If you do not want the responsibility of a pet, there are plenty of places to bring them to. Sadly, another case is making headlines. A Kansas man was walking by when he tossed a piece of garbage into the large receptacle. Normally, he would keep on walking but thankfully he looked inside. That’s when he saw a tiny puppy sitting among the filth.
The little guy was alone and afraid. The kind man picked him up and immediately brought him to Unleashed Pet Rescue and Adoption. The rescue workers were shaken to the core when they learned where the puppy had been found. They posted this to their Facebook page:
“There is absolutely NO EXCUSE to treat an animal this way and it absolutely disgusts us to think that someone could do this. We as humans can do better.”
The puppy, estimated to be around 2 months old, was named Minimus. He was dirty and underweight. The staff was worried about his condition but felt he could overcome his past.

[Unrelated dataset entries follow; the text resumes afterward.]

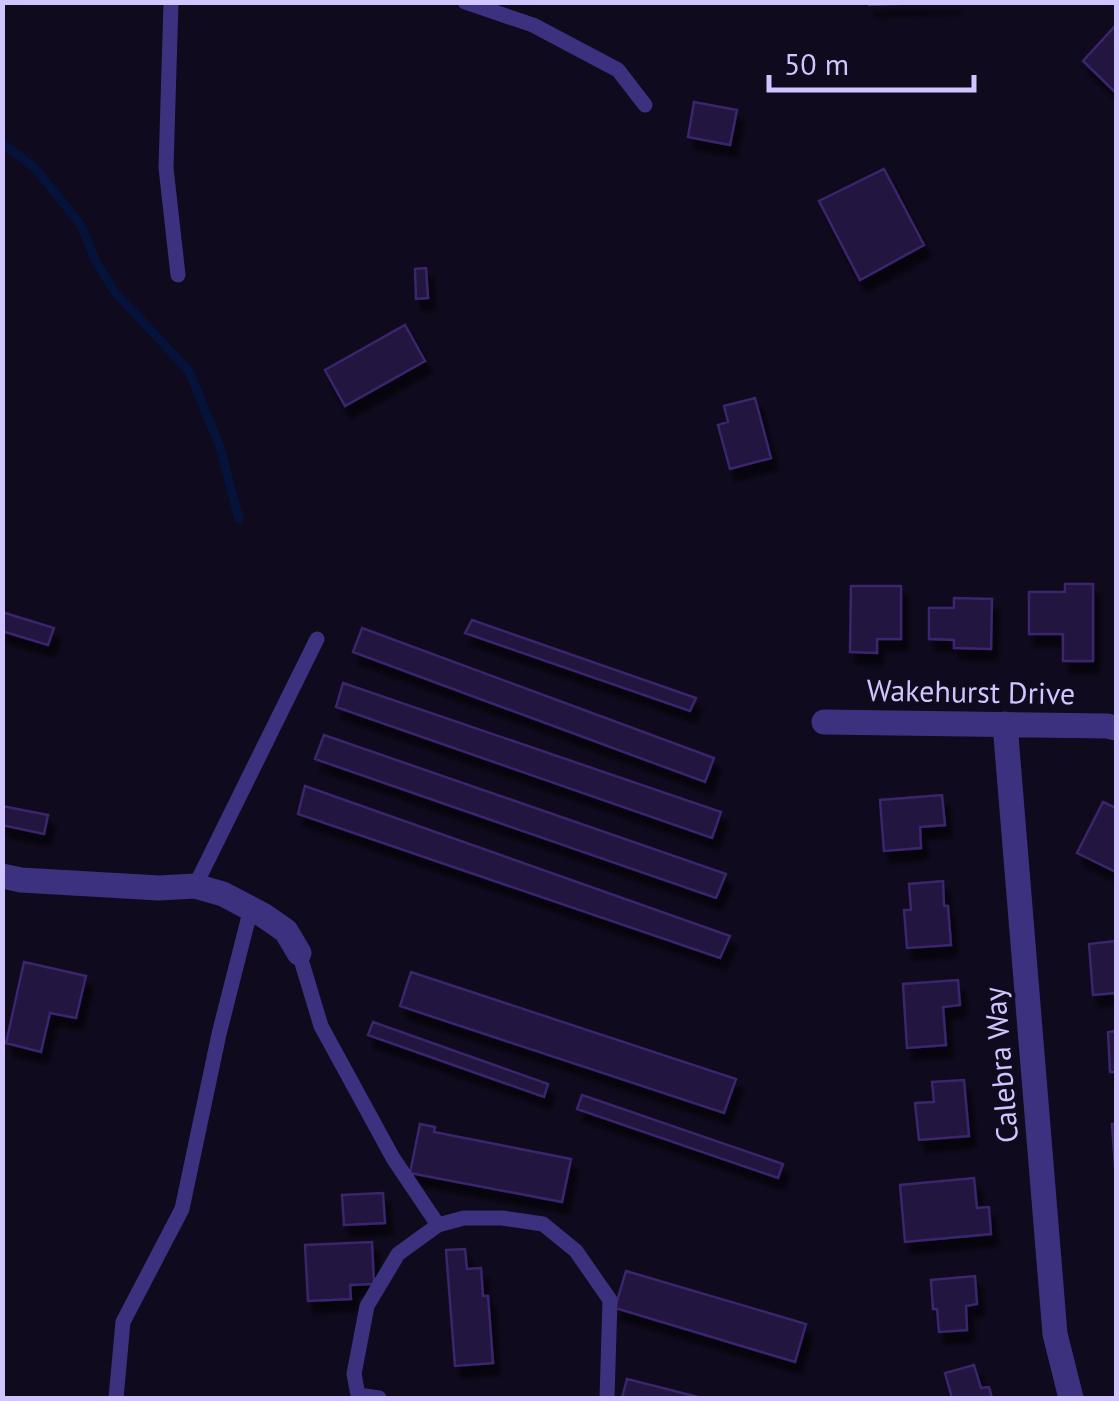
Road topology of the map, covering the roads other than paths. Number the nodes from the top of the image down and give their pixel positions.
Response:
1 (171, 2) edge
2 (465, 2) edge
3 (645, 105) dead end
4 (178, 275) dead end
5 (317, 639) dead end
6 (824, 722) dead end
7 (1004, 724) junction
8 (1116, 728) edge
9 (2, 876) edge
10 (195, 886) junction
11 (251, 908) junction
12 (299, 953) joint
13 (438, 1225) junction
14 (116, 1398) edge
15 (379, 1398) edge
16 (606, 1398) edge
17 (1071, 1398) edge

1 - 4 lane
2 - 3 lane
5 - 10 lane
6 - 7 street, Wakehurst Drive
7 - 8 street, Wakehurst Drive
7 - 17 street, Calebra Way
9 - 10 street
10 - 11 street
11 - 12 street
11 - 14 lane
12 - 13 lane
13 - 15 lane
13 - 16 lane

“He’s in stable condition but covered in open, puncture-like, oozing wounds throughout his tiny little body and we’re not quite sure what it is from,” the rescue wrote. “He will need to see a vet and be evaluated so we can get him whatever he needs to heal, but it might be costly. Nonetheless we are going to give this little guy the chance he deserves!”

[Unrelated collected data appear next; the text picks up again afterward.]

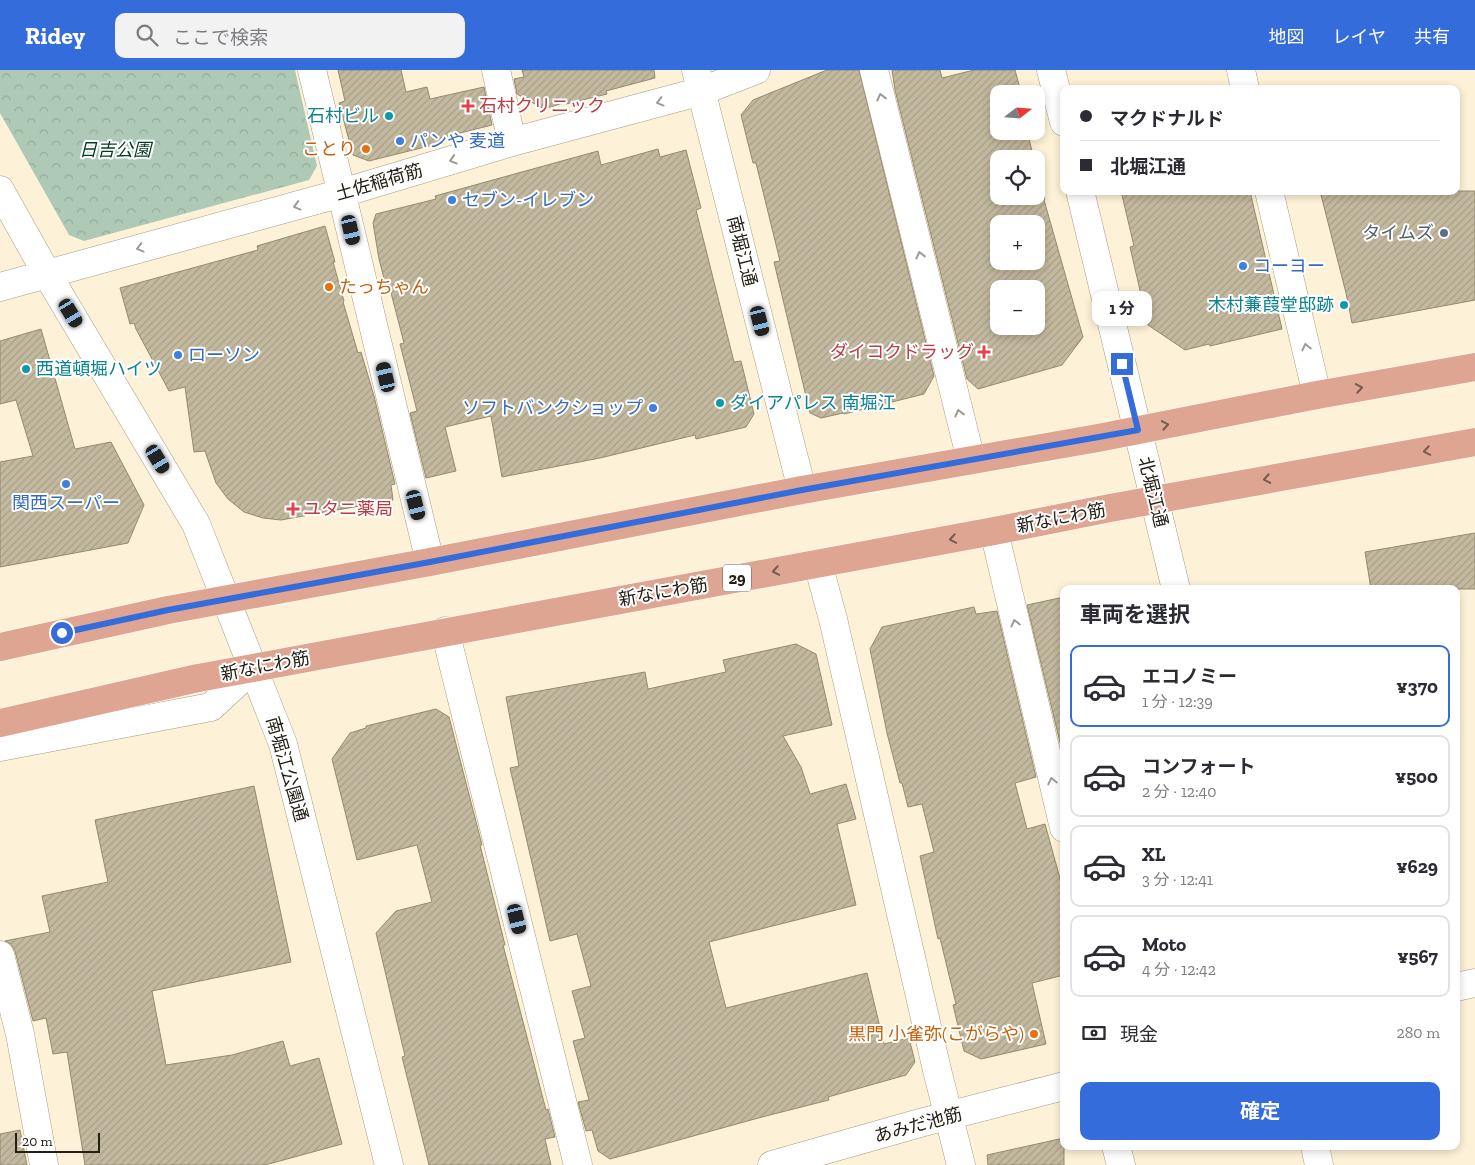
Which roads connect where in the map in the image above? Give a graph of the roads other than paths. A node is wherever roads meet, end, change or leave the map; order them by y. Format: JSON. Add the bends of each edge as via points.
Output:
{"nodes":[{"id":1,"x":312,"y":70,"type":"edge"},
{"id":2,"x":496,"y":70,"type":"edge"},
{"id":3,"x":756,"y":70,"type":"edge"},
{"id":4,"x":874,"y":70,"type":"edge"},
{"id":5,"x":1051,"y":70,"type":"edge"},
{"id":6,"x":1241,"y":70,"type":"edge"},
{"id":7,"x":699,"y":80,"type":"edge"},
{"id":8,"x":1244,"y":85,"type":"edge"},
{"id":9,"x":1060,"y":106,"type":"edge"},
{"id":10,"x":512,"y":142,"type":"junction"},
{"id":11,"x":0,"y":190,"type":"edge"},
{"id":12,"x":342,"y":193,"type":"junction"},
{"id":13,"x":1081,"y":195,"type":"edge"},
{"id":14,"x":1270,"y":195,"type":"edge"},
{"id":15,"x":47,"y":274,"type":"junction"},
{"id":16,"x":0,"y":287,"type":"edge"},
{"id":17,"x":1475,"y":367,"type":"edge"},
{"id":18,"x":1317,"y":395,"type":"junction"},
{"id":19,"x":1138,"y":430,"type":"junction"},
{"id":20,"x":1475,"y":442,"type":"edge"},
{"id":21,"x":971,"y":460,"type":"junction"},
{"id":22,"x":802,"y":490,"type":"junction"},
{"id":23,"x":1155,"y":500,"type":"junction"},
{"id":24,"x":994,"y":531,"type":"junction"},
{"id":25,"x":430,"y":562,"type":"junction"},
{"id":26,"x":818,"y":564,"type":"junction"},
{"id":27,"x":1175,"y":585,"type":"edge"},
{"id":28,"x":225,"y":599,"type":"junction"},
{"id":29,"x":446,"y":631,"type":"junction"},
{"id":30,"x":0,"y":648,"type":"edge"},
{"id":31,"x":253,"y":668,"type":"junction"},
{"id":32,"x":0,"y":723,"type":"edge"},
{"id":33,"x":0,"y":747,"type":"edge"},
{"id":34,"x":1060,"y":811,"type":"edge"},
{"id":35,"x":0,"y":955,"type":"edge"},
{"id":36,"x":1475,"y":983,"type":"edge"},
{"id":37,"x":1460,"y":986,"type":"edge"},
{"id":38,"x":1060,"y":1087,"type":"edge"},
{"id":39,"x":949,"y":1116,"type":"junction"},
{"id":40,"x":1117,"y":1150,"type":"edge"},
{"id":41,"x":1316,"y":1150,"type":"edge"},
{"id":42,"x":44,"y":1165,"type":"edge"},
{"id":43,"x":389,"y":1165,"type":"edge"},
{"id":44,"x":578,"y":1165,"type":"edge"},
{"id":45,"x":772,"y":1165,"type":"edge"},
{"id":46,"x":961,"y":1165,"type":"edge"},
{"id":47,"x":1121,"y":1165,"type":"edge"},
{"id":48,"x":1320,"y":1165,"type":"edge"}],
"edges":[{"from":1,"to":12,"type":"street"},
{"from":2,"to":10,"type":"street"},
{"from":3,"to":7,"type":"street","name":"土佐稲荷筋"},
{"from":21,"to":4,"type":"street","one_way":true},
{"from":5,"to":9,"type":"street"},
{"from":6,"to":8,"type":"street"},
{"from":7,"to":10,"type":"street","name":"土佐稲荷筋","one_way":true},
{"from":7,"to":22,"type":"street","name":"南堀江通"},
{"from":10,"to":12,"type":"street","name":"土佐稲荷筋","one_way":true},
{"from":11,"to":15,"type":"street","name":"南堀江公園通"},
{"from":12,"to":15,"type":"street","name":"土佐稲荷筋","one_way":true},
{"from":12,"to":25,"type":"street"},
{"from":13,"to":19,"type":"street","name":"北堀江通"},
{"from":18,"to":14,"type":"street","one_way":true},
{"from":15,"to":16,"type":"street","name":"土佐稲荷筋"},
{"from":15,"to":28,"type":"street","name":"南堀江公園通","via":[[196,524]]},
{"from":18,"to":17,"type":"main road","one_way":true},
{"from":19,"to":18,"type":"main road","one_way":true},
{"from":19,"to":21,"type":"main road"},
{"from":19,"to":23,"type":"street","name":"北堀江通"},
{"from":20,"to":23,"type":"main road","name":"新なにわ筋","number":"29","one_way":true},
{"from":21,"to":22,"type":"main road"},
{"from":22,"to":25,"type":"main road"},
{"from":23,"to":24,"type":"main road","name":"新なにわ筋","number":"29"},
{"from":23,"to":27,"type":"street","name":"北堀江通"},
{"from":24,"to":26,"type":"main road","name":"新なにわ筋","number":"29","one_way":true},
{"from":34,"to":24,"type":"street","one_way":true},
{"from":25,"to":28,"type":"main road"},
{"from":26,"to":29,"type":"main road","name":"新なにわ筋","number":"29","one_way":true},
{"from":26,"to":39,"type":"street"},
{"from":28,"to":30,"type":"main road"},
{"from":28,"to":31,"type":"street","name":"南堀江公園通"},
{"from":29,"to":31,"type":"main road","name":"新なにわ筋","number":"29"},
{"from":29,"to":44,"type":"street"},
{"from":31,"to":32,"type":"main road","name":"新なにわ筋","number":"29"},
{"from":31,"to":33,"type":"street","via":[[211,707]]},
{"from":31,"to":43,"type":"street","name":"南堀江公園通","via":[[283,744]]},
{"from":35,"to":42,"type":"street","via":[[20,1034]]},
{"from":36,"to":37,"type":"street"},
{"from":38,"to":39,"type":"street","name":"あみだ池筋"},
{"from":39,"to":45,"type":"street","name":"あみだ池筋"},
{"from":39,"to":46,"type":"street"},
{"from":40,"to":47,"type":"street"},
{"from":41,"to":48,"type":"street"}]}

Minimus was certainly traumatized when he came in. A puppy his age should be in a loving home with tons of love and affection. Instead, he was left in a horrible place. He welcomed all the snuggles– something he should’ve had all along.
Minimus is now in a foster home, making tremendous strides. He still needs time to heal and adjust to life inside a home but the rescue is taking adoption applications for this sweetheart to have a family lined up when it’s time for him to go to his forever home.
If you’re interested in adopting Minimus, click here.
As for the monster who left him in the dumpster, we don’t have any other information. We pray Minimus is vindicated. As of now, the best revenge he can get is to live a full life filled with love.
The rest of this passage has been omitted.